Last year, 86 people died from fentanyl overdoses in Santa Clara County, with most deaths occurring in young adults in their 20s and 30s. Twenty nine people died from fentanyl in the county in 2019, a marked increase from the 17 who died in 2018.
These numbers make fentanyl the deadliest drug in Santa Clara County, according to officials in the county’s Behavioral Health Department.
“Fentanyl is the most dangerous and can kill in a matter of minutes,” the department wrote in an email to San José Spotlight. “Exposure to even small amounts can cause overdose and death.”
Though Santa Clara County’s number of fentanyl deaths rose during the pandemic, the county still falls short of San Francisco which saw 500 residents die from fentanyl overdoses in 2020, according to a report from the county’s chief medical examiner.
Nationally, deaths from synthetic opioids like fentanyl have increased by 38.4% between 2019 and 2020, according to the Centers for Disease Control and Prevention.

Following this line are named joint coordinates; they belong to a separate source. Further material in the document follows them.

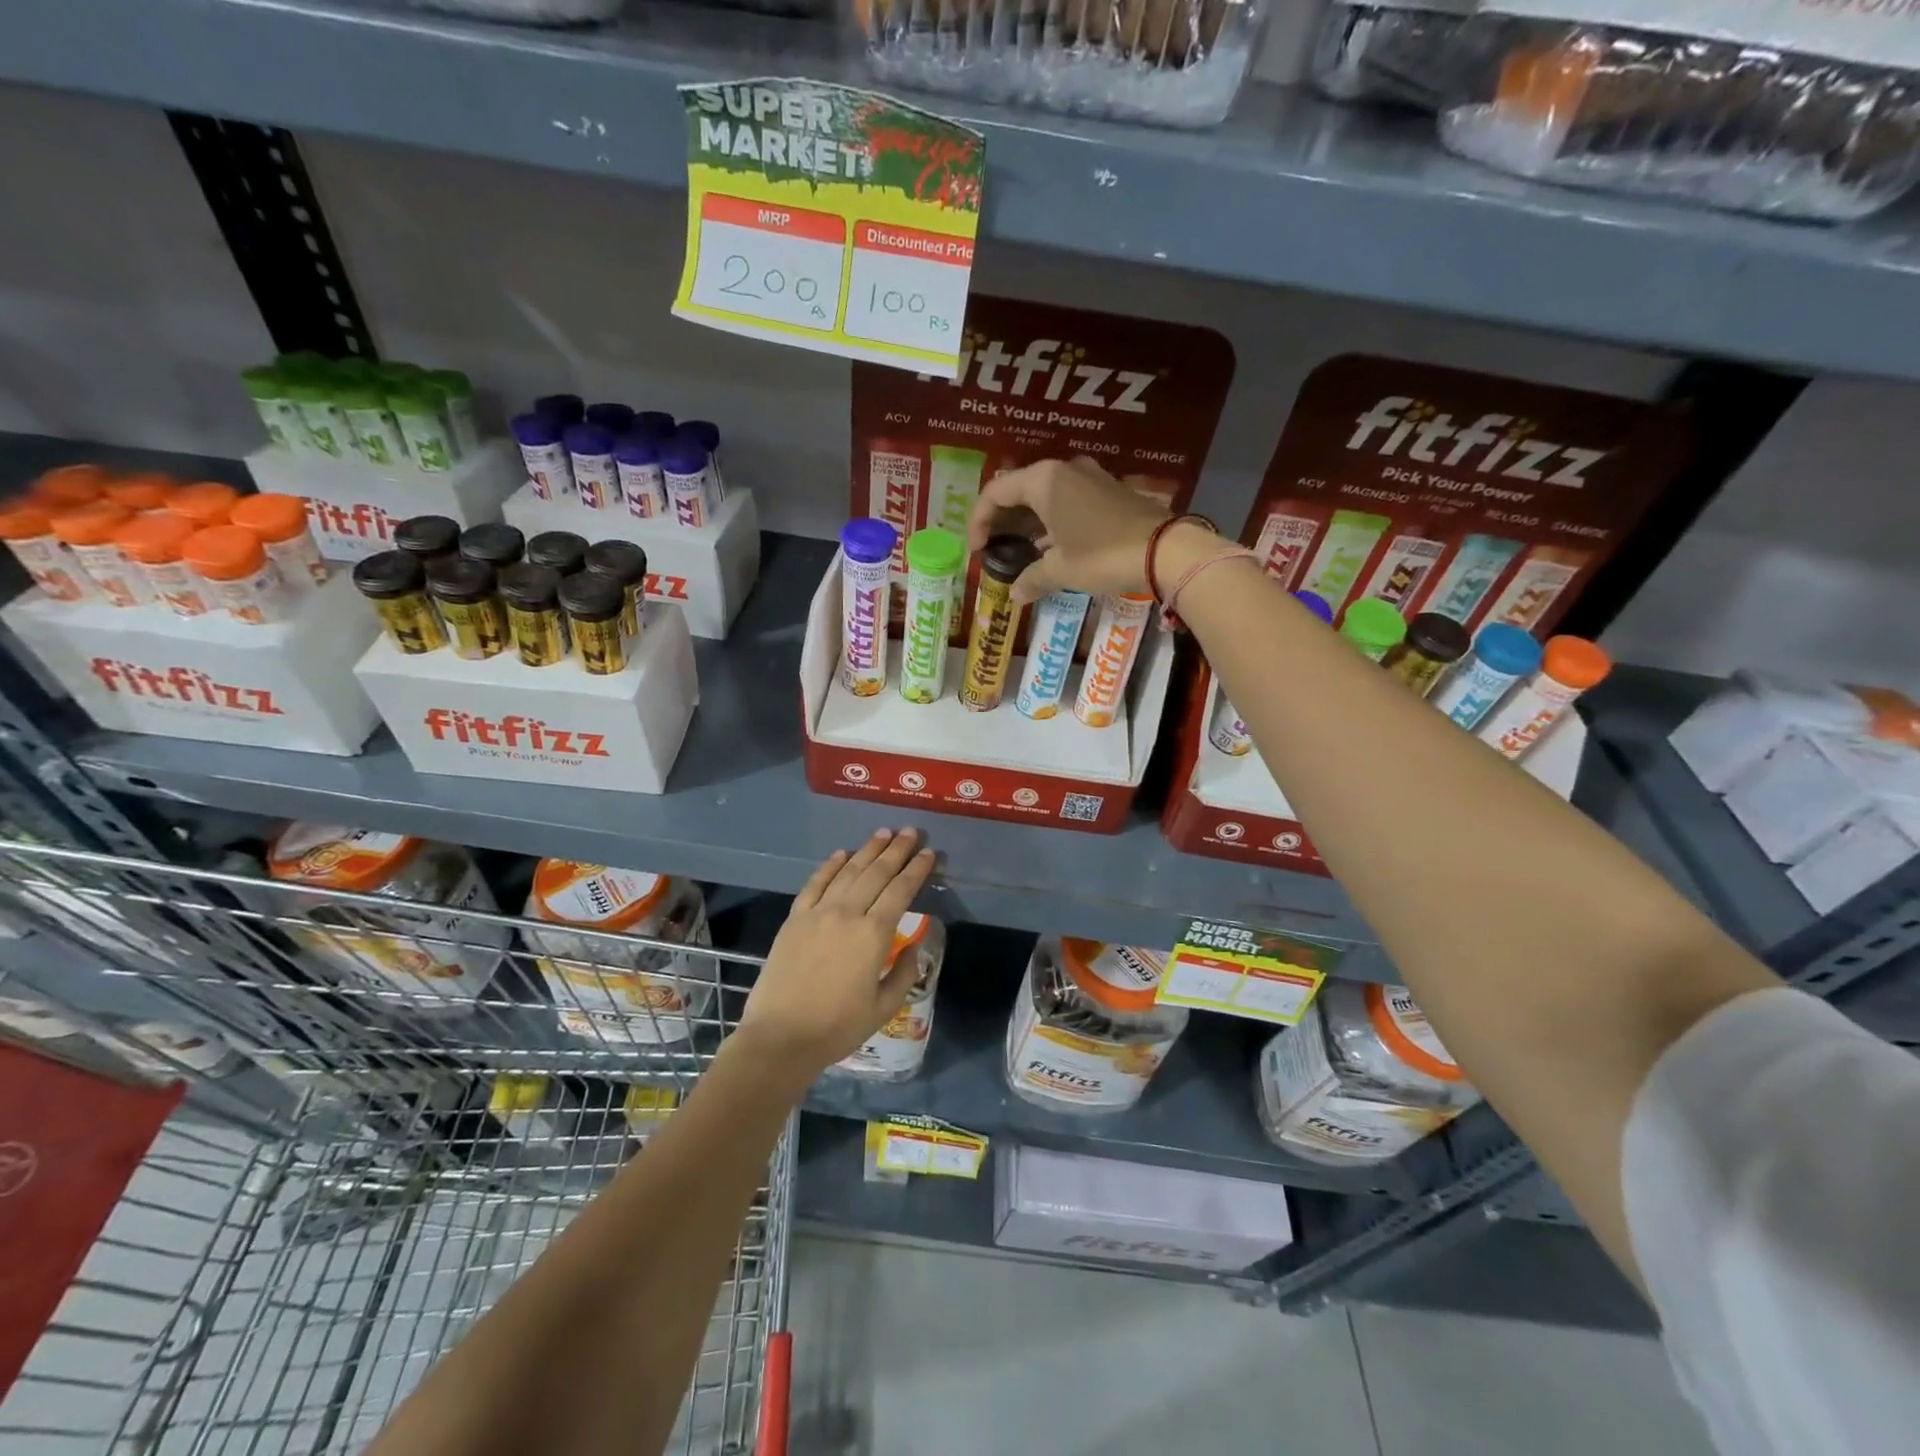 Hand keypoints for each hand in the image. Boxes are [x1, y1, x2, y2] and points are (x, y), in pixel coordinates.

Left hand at [736, 829, 934, 1078]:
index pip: (901, 891)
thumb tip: (914, 946)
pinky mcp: (795, 918)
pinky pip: (815, 883)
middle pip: (876, 873)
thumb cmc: (838, 1027)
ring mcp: (818, 913)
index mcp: (874, 935)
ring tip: (883, 833)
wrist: (781, 1037)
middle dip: (896, 850)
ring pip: (848, 871)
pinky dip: (830, 865)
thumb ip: (904, 972)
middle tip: (910, 831)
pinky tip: (842, 854)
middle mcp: (848, 914)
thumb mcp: (884, 1007)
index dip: (917, 870)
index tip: (929, 853)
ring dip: (867, 850)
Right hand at [967, 457, 1179, 604]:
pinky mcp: (1107, 489)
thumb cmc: (1104, 555)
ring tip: (1019, 550)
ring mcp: (1088, 476)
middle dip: (1001, 519)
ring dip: (1026, 520)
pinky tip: (1049, 545)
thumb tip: (1015, 595)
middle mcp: (1063, 470)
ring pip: (1043, 494)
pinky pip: (1065, 498)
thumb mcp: (1062, 570)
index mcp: (1043, 481)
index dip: (979, 521)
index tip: (977, 550)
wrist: (1167, 550)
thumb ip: (1032, 578)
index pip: (995, 492)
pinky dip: (1050, 518)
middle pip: (1018, 489)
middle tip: (993, 548) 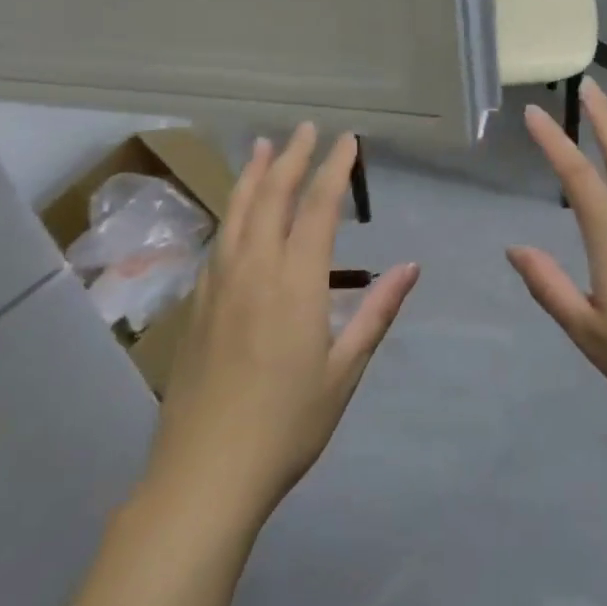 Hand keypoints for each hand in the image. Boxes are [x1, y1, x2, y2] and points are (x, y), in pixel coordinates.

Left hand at [143, 126, 418, 527]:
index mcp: (296, 283)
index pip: (318, 208)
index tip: (347, 141)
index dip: (334, 169)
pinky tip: (236, 212)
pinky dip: (232, 212)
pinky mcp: (196, 306)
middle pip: (273, 198)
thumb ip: (375, 313)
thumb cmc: (287, 425)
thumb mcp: (344, 371)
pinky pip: (218, 241)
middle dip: (292, 158)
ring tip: (263, 146)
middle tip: (306, 128)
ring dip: (254, 175)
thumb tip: (410, 267)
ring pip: (237, 214)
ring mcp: (218, 286)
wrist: (203, 476)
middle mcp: (254, 271) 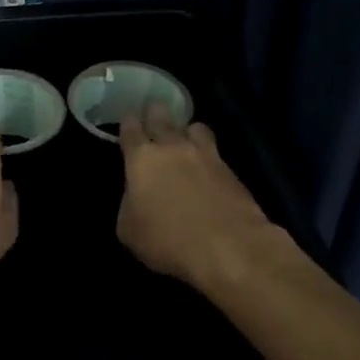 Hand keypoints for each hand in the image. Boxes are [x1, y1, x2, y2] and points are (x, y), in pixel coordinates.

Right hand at [117, 104, 276, 288]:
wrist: (229, 248)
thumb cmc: (168, 240)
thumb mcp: (129, 230)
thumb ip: (128, 204)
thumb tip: (136, 196)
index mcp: (142, 159)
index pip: (130, 129)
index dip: (128, 123)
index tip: (128, 121)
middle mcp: (173, 147)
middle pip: (162, 116)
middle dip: (155, 112)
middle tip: (153, 112)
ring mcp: (206, 155)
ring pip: (195, 126)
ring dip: (187, 130)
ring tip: (185, 139)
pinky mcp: (231, 170)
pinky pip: (215, 152)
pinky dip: (207, 155)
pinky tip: (206, 168)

Fentanyl also contributes to overdose deaths from stimulants like cocaine and methamphetamine, according to the CDC.
Fentanyl is a synthetic opioid similar to morphine used to treat severe pain after surgery. The drug is 80-100 times more potent than morphine, and just a quarter of a milligram can be fatal.

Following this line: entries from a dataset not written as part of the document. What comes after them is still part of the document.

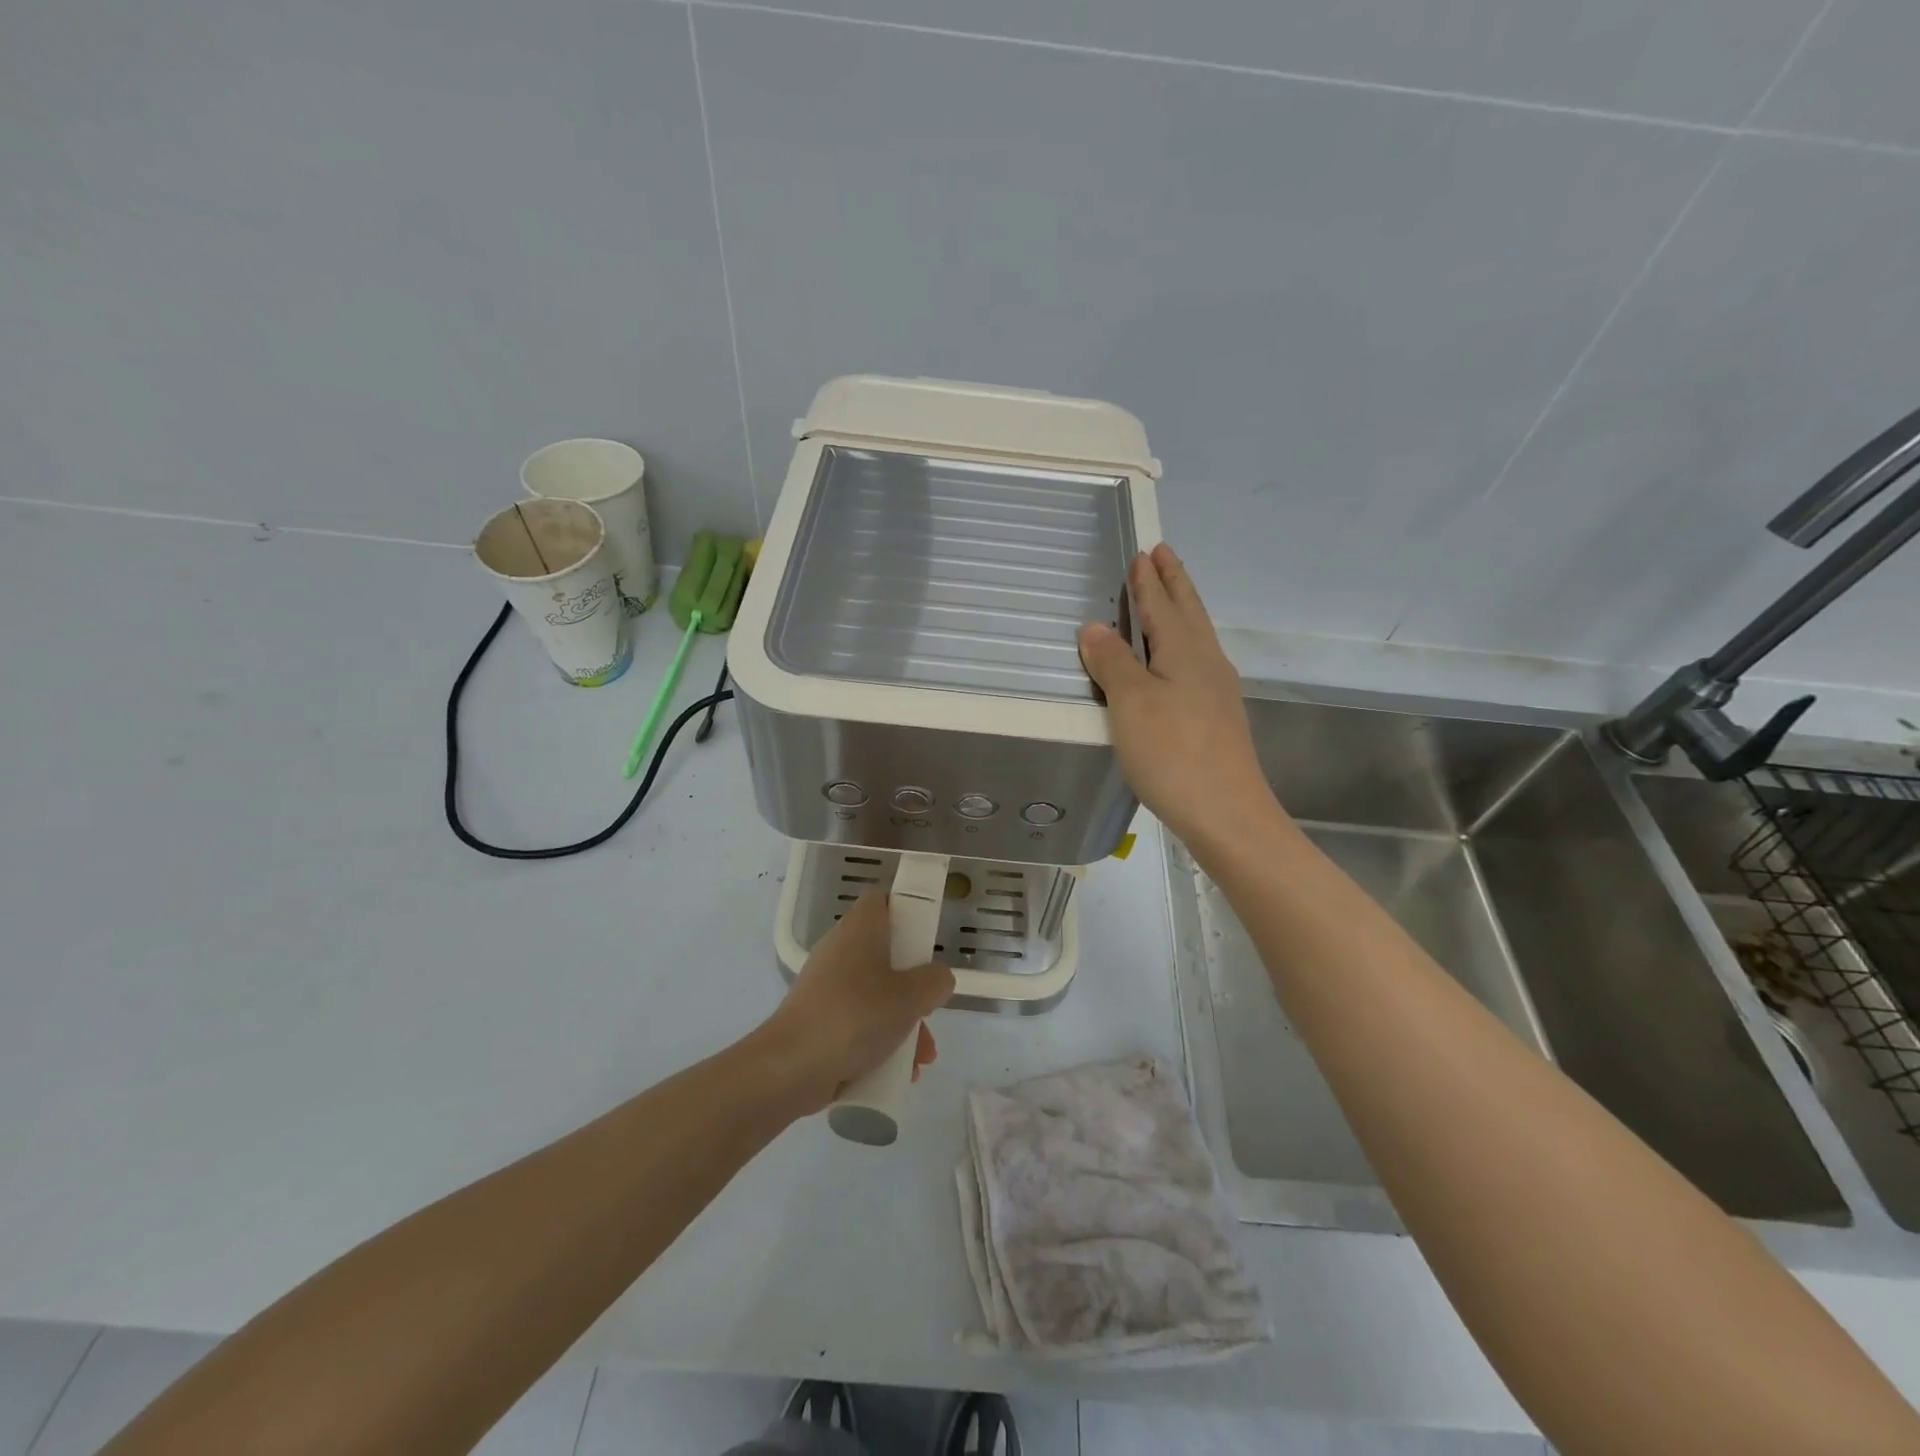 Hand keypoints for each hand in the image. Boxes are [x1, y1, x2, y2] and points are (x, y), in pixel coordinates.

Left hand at [757, 891, 954, 1113]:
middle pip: (887, 954)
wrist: (790, 1067)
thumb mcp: (911, 997)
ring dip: (902, 1022)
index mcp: (860, 929)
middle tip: (930, 1009)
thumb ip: (935, 981)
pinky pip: (858, 1021)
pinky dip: (878, 1040)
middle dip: (915, 987)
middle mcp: (841, 950)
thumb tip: (937, 978)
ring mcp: (826, 986)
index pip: (883, 900)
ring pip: (876, 993)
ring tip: (920, 1059)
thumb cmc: (855, 1017)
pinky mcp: (818, 1019)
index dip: (908, 910)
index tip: (928, 938)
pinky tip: (897, 1073)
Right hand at [1078, 544, 1279, 851]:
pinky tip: (1175, 662)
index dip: (1150, 580)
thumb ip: (1113, 662)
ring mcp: (1216, 691)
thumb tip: (1094, 627)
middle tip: (1162, 555)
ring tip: (1167, 598)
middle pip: (1188, 612)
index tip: (1144, 552)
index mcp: (1185, 650)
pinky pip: (1195, 663)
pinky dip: (1180, 645)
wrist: (1226, 813)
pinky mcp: (1216, 717)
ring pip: (1196, 637)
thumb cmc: (1173, 753)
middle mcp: (1207, 662)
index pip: (1163, 604)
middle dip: (1173, 583)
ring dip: (1180, 611)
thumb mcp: (1131, 703)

Fentanyl is often mixed with other drugs, including heroin, according to Dr. Christian O’Neil, medical director at Pathway Society.
“The rate of dealers cutting their heroin with fentanyl, because it’s so much cheaper, is extremely high,” O’Neil said. “For people using heroin on the street, there’s an extremely high likelihood that they could also get fentanyl.”

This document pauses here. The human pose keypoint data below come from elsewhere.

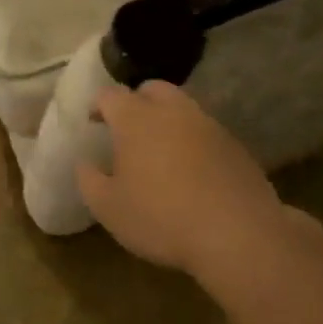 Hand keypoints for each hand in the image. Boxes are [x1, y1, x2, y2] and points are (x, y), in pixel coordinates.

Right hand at [78, 83, 320, 287]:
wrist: (237, 235)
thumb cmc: (161, 218)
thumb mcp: (108, 208)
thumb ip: (89, 180)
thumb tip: (85, 163)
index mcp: (136, 120)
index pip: (111, 95)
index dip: (98, 105)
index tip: (93, 122)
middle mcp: (174, 112)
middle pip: (152, 89)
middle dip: (136, 101)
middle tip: (127, 129)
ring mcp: (209, 126)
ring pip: (183, 108)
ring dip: (167, 120)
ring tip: (160, 151)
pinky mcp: (236, 146)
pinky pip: (206, 132)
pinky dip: (193, 141)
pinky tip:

However, fentanyl is also used along with non-opioids. In fatal fentanyl overdoses, the drug has been detected alongside methamphetamine, cocaine, alcohol and benzodiazepines, according to Dr. Michelle Jordan, Santa Clara County’s chief medical examiner-coroner.
O’Neil said he’s treated patients who have only taken methamphetamine, but whose symptoms resemble opioid withdrawal. While fentanyl is the drug of choice of some addicts, other drugs sold on the street are contaminated with the synthetic opioid.
“A long time ago, it was almost an urban myth about drugs contaminated with this or that,” O’Neil said. “I just never bought into that before… But it’s a reality now, and it’s driven by profit because it’s so much cheaper than pure heroin.”
Dr. Aimee Moulin, an emergency physician at UC Davis who specializes in behavioral health, said California is traditionally warmer to stimulants such as methamphetamine. However, many addicts have shifted to using a combination of meth and opioids.
Moulin said fentanyl became popular on the East Coast, but started growing more popular in California prior to the pandemic. O’Neil confirmed that fentanyl use was already apparent in Santa Clara County as early as 2012.
The pandemic’s effect on economic security and disruption of social routines pushed many people over the edge, Moulin said.
“Those combined forces… and isolation are recipes that certainly don’t help drug use,” Moulin said. “From the emergency department standpoint, what we saw was that people who were in stable in-treatment… the pandemic was very disruptive.”
The abuse of substances like fentanyl goes deeper than individual addiction, Montrezza said.
“When we speak about drug use, what we’re talking about is a symptom of something else,” he said. “We need to really examine the fraying of our societal bonds and the way we relate to each other.”
Though opioid addiction may be permanent, Moulin said it’s possible for people to recover from its worst effects.
“People can absolutely go into recovery and have a normal life,” Moulin said. “It’s a chronic illness, but it can 100% be managed, and there’s a way out.”